I don’t think it’s as cut-and-dried as ‘more newspaper reporting’. There has to be some other factor, or more likely a variety of factors, leading people to push for harsher criminal penalties.

Well, if longer/minimum sentences didn’t actually improve crime statistics but merely increased Justice spending and the percentage of our citizens in jail, would you still be all for it? Because that’s kind of what the US experiment in this area has shown.

I guess it depends on which criminals you lock up. Victimless criminals filling prisons don’t benefit anyone and I don’t care how many times they repeat their ‘offenses’. Empty the prisons of those people and fill them will the ones where there is an actual victim. Logically victim related crime should fall as most people who are caught for such crimes don’t just do it once.

Well, that’s the thing, Uzi. This isn’t a logic problem, it’s a human one. While the “War on Drugs” is the worst contributor to the US’s skyrocketing prison population, getting tough on victim related crimes hasn’t helped much that I have seen in that area either.

It should also be noted that the proposed Conservative legislation included tougher sentences for drug crimes, so they are not planning to empty the prisons of victimless criminals.

I would be more interested in the perpetrators being forced to pay for the damage or theft or insurance deductible that I have to pay because of them than have them in jail.
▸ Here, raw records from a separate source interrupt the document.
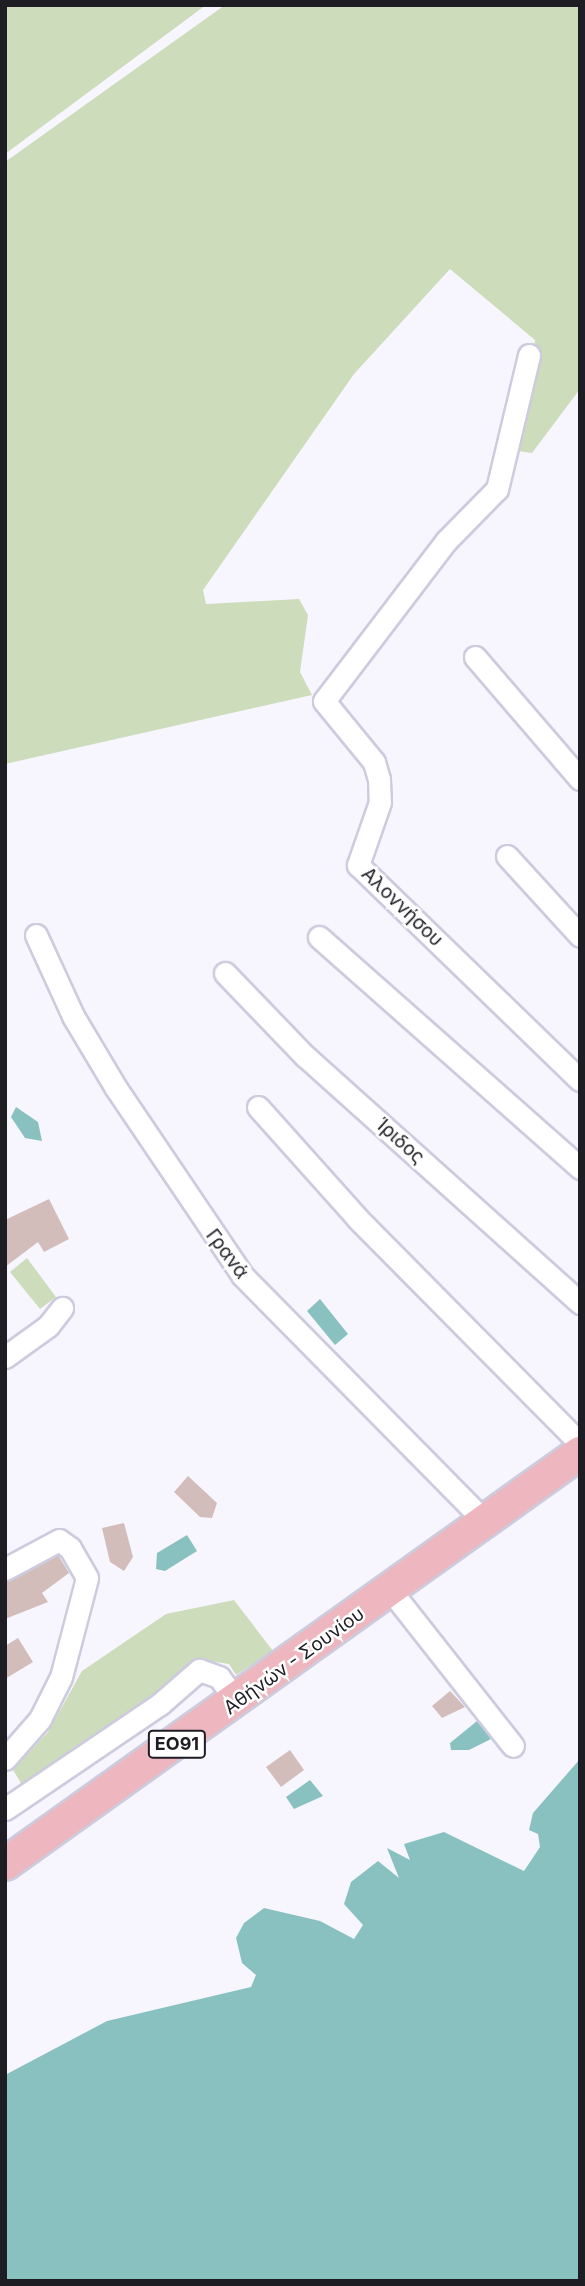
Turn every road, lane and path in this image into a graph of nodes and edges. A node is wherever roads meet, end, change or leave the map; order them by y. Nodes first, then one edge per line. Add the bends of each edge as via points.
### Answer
1 (529, 355) dead end
2 (475, 657) dead end
3 (580, 779) edge
4 (507, 856) dead end
5 (36, 935) dead end
6 (580, 936) edge
7 (319, 937) dead end
8 (225, 973) dead end
9 (580, 1080) edge
10 (258, 1107) dead end
11 (580, 1168) edge
12 (580, 1303) edge
13 (61, 1308) dead end
14 (5, 1357) edge
15 (580, 1443) edge
16 (580, 1453) edge
17 (486, 1522) junction
18 (5, 1569) edge
19 (391, 1591) junction
20 (237, 1702) junction
21 (513, 1746) dead end
22 (5, 1759) edge
23 (5, 1809) edge
24 (5, 1864) edge

1 - 9 street, Αλοννήσου via 497,489 446,541 324,701 374,762 379,779 380,802 358,866
2 - 3 street
4 - 6 street
5 - 17 street, Γρανά via 109,1076 242,1275
7 - 11 street
8 - 12 street, Ίριδος via 305,1056
10 - 15 street via 358,1219
13 - 14 street via 48,1326
16 - 17 main road, Αθήνών - Σουνίου / ΕΟ91
17 - 19 main road, Αθήνών - Σουνίου / ΕΟ91
18 - 22 street via 59,1541 70,1548 87,1578 87,1595 56,1687 40,1719
19 - 20 main road, Αθήνών - Σουνίου / ΕΟ91
19 - 21 street
20 - 23 street via 219,1676 199,1670 160,1704
20 - 24 main road, Αθήνών - Σουνίου / ΕΟ91

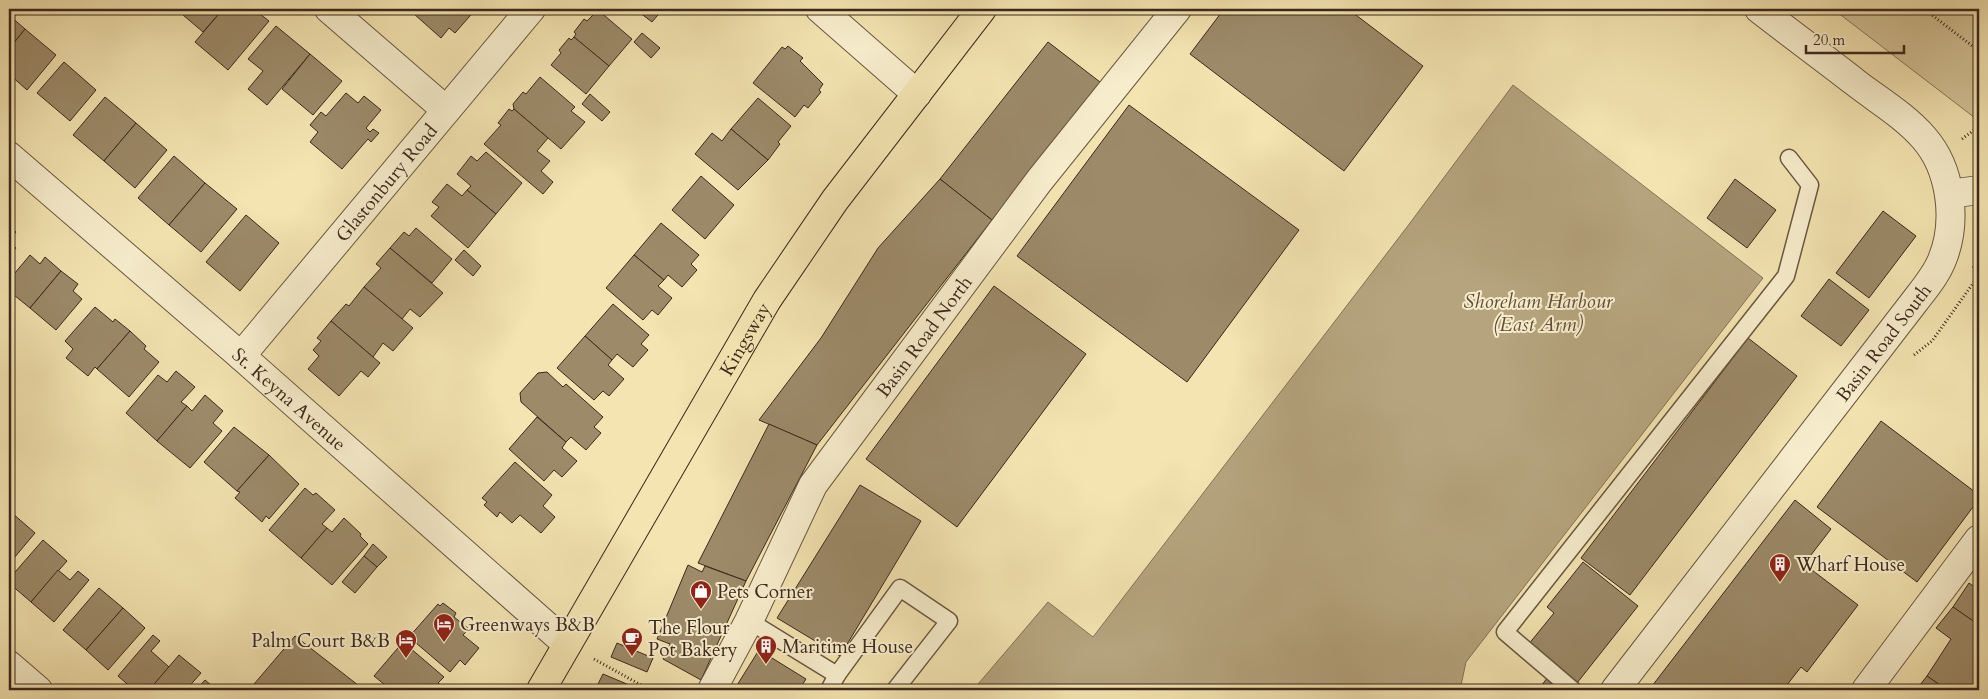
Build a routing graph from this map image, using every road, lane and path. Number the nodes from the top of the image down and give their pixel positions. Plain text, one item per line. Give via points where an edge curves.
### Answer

You want to break my car window and steal my $100 stereo? Fine, now pay me back for it - none of that was free for me, and now it’s not free for you, either.

A judicial recount in Montmagny-L’Islet-Kamouraska-Rivière-du-Loup bumped the NDPs up by one seat (François Lapointe) - taking it away from a Tory (Bernard Généreux) who had initially been given the win. The final vote count differential was 9 votes. This gives the NDP 59 seats in Québec, 103 nationally and brings the Conservatives down to 5 in Québec, 166 nationally.

There are three other recounts happening:

Not power-shifting results or anything, but I felt they were worth mentioning.

Now that the election is over, I started a new thread over in MPSIMS - The great, ongoing Canadian current events and politics thread - just because I have enjoyed our conversations here for the last couple of months, and I’m hoping we can continue once all the election results are in.

And mnemosyne - I think it’s incredible that four seats hang on a total of less than 100 votes.